[Records from a dataset]
---

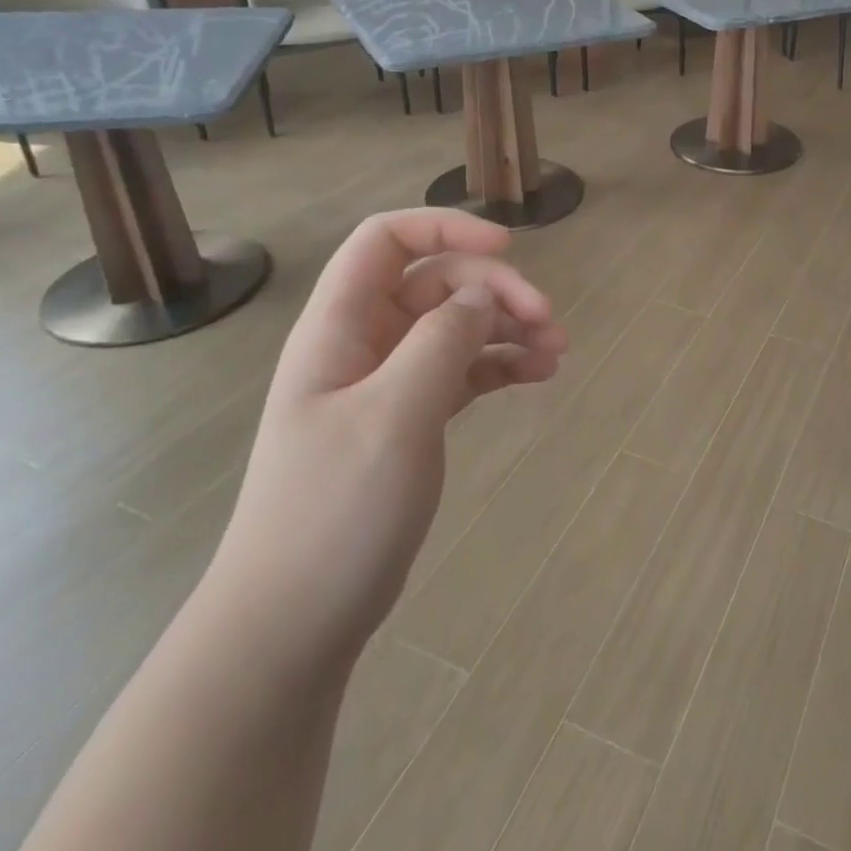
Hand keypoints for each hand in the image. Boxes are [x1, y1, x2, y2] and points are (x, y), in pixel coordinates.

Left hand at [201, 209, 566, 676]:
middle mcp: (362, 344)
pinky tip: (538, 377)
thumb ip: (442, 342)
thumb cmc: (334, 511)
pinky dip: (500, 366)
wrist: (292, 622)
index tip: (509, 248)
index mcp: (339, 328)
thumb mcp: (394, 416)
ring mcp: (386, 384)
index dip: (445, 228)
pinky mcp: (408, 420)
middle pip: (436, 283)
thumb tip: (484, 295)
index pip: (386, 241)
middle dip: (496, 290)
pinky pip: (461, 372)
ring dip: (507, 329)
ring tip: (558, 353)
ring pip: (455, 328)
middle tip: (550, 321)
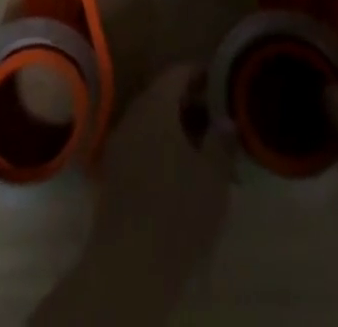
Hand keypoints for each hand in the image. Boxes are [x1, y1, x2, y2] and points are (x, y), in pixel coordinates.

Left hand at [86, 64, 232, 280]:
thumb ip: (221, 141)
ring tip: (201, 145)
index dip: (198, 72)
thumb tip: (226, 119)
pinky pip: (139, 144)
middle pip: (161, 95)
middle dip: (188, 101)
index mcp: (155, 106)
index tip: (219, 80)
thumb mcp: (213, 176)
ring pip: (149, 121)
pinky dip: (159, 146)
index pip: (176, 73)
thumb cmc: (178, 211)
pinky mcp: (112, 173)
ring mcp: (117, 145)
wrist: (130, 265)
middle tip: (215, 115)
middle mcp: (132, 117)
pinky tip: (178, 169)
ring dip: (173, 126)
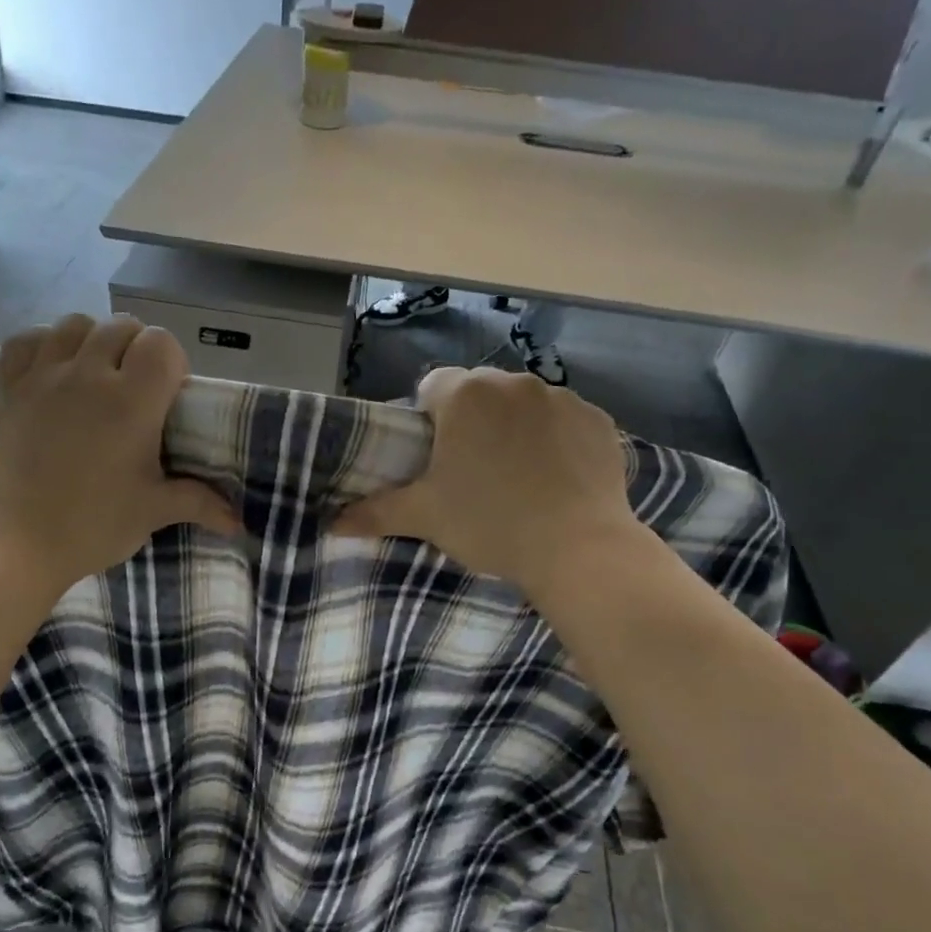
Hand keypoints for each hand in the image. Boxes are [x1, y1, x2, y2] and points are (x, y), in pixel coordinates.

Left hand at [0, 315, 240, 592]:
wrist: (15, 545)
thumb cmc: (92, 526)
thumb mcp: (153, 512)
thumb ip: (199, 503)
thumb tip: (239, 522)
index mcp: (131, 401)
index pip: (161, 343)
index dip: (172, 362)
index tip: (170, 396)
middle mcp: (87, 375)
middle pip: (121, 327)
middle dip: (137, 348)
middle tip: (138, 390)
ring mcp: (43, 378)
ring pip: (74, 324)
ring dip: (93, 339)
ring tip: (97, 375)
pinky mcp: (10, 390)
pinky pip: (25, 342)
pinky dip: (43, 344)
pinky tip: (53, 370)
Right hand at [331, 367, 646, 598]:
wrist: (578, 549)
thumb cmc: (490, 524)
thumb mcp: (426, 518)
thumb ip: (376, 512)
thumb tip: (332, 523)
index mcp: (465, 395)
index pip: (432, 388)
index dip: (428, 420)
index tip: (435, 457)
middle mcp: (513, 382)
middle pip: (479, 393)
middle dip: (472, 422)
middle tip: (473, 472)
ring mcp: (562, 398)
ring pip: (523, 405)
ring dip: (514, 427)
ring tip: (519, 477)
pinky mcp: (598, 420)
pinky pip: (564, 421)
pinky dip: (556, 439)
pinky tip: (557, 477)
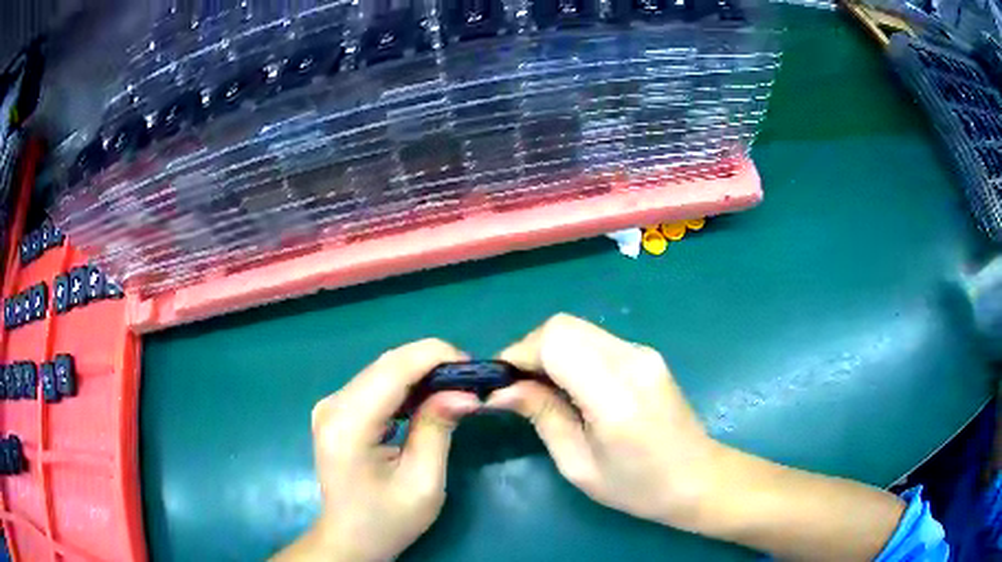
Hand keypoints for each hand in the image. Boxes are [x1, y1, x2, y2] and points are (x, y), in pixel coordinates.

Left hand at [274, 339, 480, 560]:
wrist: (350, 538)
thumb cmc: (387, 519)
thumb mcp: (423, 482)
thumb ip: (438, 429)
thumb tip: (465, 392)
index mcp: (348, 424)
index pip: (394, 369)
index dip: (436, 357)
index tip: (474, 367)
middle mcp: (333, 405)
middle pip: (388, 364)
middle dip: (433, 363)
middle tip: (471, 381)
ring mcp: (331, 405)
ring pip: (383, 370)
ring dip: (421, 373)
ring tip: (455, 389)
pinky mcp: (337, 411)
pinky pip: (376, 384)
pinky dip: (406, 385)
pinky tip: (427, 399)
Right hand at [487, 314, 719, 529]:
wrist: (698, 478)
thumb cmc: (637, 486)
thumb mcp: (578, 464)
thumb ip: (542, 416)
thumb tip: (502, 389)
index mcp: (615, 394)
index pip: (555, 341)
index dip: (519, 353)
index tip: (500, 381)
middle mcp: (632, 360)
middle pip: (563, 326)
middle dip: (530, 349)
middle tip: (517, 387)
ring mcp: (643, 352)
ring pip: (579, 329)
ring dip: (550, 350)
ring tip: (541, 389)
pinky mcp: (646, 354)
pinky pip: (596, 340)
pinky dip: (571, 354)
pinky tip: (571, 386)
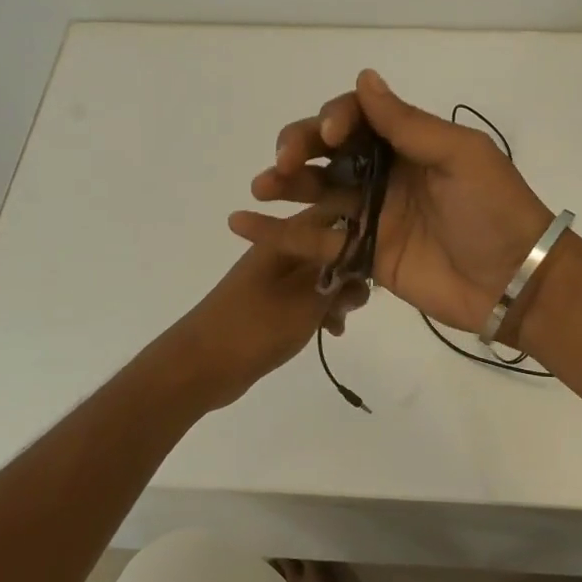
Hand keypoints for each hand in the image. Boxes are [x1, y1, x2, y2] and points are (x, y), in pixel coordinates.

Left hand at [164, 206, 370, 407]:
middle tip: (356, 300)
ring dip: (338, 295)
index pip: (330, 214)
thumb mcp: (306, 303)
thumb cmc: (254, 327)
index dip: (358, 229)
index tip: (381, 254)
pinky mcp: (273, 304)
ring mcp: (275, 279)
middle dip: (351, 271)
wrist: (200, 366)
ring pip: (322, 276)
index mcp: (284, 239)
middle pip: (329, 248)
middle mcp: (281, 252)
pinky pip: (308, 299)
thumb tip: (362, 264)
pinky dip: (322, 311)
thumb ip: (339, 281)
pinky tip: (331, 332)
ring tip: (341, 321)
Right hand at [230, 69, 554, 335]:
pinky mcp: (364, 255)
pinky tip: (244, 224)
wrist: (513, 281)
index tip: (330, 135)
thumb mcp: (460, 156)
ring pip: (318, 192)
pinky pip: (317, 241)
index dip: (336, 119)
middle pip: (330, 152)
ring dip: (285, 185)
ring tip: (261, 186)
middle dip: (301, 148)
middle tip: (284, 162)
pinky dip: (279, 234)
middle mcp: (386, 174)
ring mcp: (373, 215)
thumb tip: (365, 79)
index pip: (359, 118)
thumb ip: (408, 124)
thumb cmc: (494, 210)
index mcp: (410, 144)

---

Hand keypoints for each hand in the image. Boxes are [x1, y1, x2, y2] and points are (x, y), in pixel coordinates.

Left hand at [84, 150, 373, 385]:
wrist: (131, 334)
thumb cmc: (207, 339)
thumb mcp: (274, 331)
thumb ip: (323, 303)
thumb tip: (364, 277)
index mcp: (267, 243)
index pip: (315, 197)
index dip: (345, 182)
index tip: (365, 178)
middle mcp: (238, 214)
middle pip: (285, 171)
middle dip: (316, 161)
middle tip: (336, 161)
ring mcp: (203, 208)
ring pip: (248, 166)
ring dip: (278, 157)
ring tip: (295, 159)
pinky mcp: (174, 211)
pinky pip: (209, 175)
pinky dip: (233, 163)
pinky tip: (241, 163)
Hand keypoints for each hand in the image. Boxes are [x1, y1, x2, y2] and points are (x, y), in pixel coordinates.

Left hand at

---

> _Your task_: In your answer, include only the lines above starting at the line that holds "wrist: (350, 538)" and ending at the line that holds "pinky tip: (571, 386)", copied exactly.

> _Answer box_:
wrist: (350, 538)
thumb cmc: (387, 519)
thumb mcp: (423, 482)
thumb ip: (438, 429)
thumb tip: (465, 392)
index mcp: (348, 424)
index pip: (394, 369)
index dip: (436, 357)
index tip: (474, 367)
middle mcp: (333, 405)
middle pip: (388, 364)
middle dip: (433, 363)
middle tip: (471, 381)
ring mcp: (331, 405)
ring pip: (383, 370)
ring dip: (421, 373)
ring tip: (455, 389)
pinky mcp: (337, 411)
pinky pip: (376, 384)
pinky dip: (406, 385)
pinky tip: (427, 399)
Right hand at [487, 314, 719, 529]:
wrist: (698, 478)
thumb cmc: (637, 486)
thumb mcp: (578, 464)
thumb ip: (542, 416)
thumb tip: (502, 389)
index mcp: (615, 394)
index pip: (555, 341)
index dip: (519, 353)
index tip: (500, 381)
middle mcp: (632, 360)
middle pip: (563, 326)
middle dip: (530, 349)
middle tip: (517, 387)
ring mcp: (643, 352)
ring pip: (579, 329)
ring dip: (550, 350)
ring tip: (541, 389)
pinky mcp: (646, 354)
pinky pip: (596, 340)
pinky dip: (571, 354)
pinky tip: (571, 386)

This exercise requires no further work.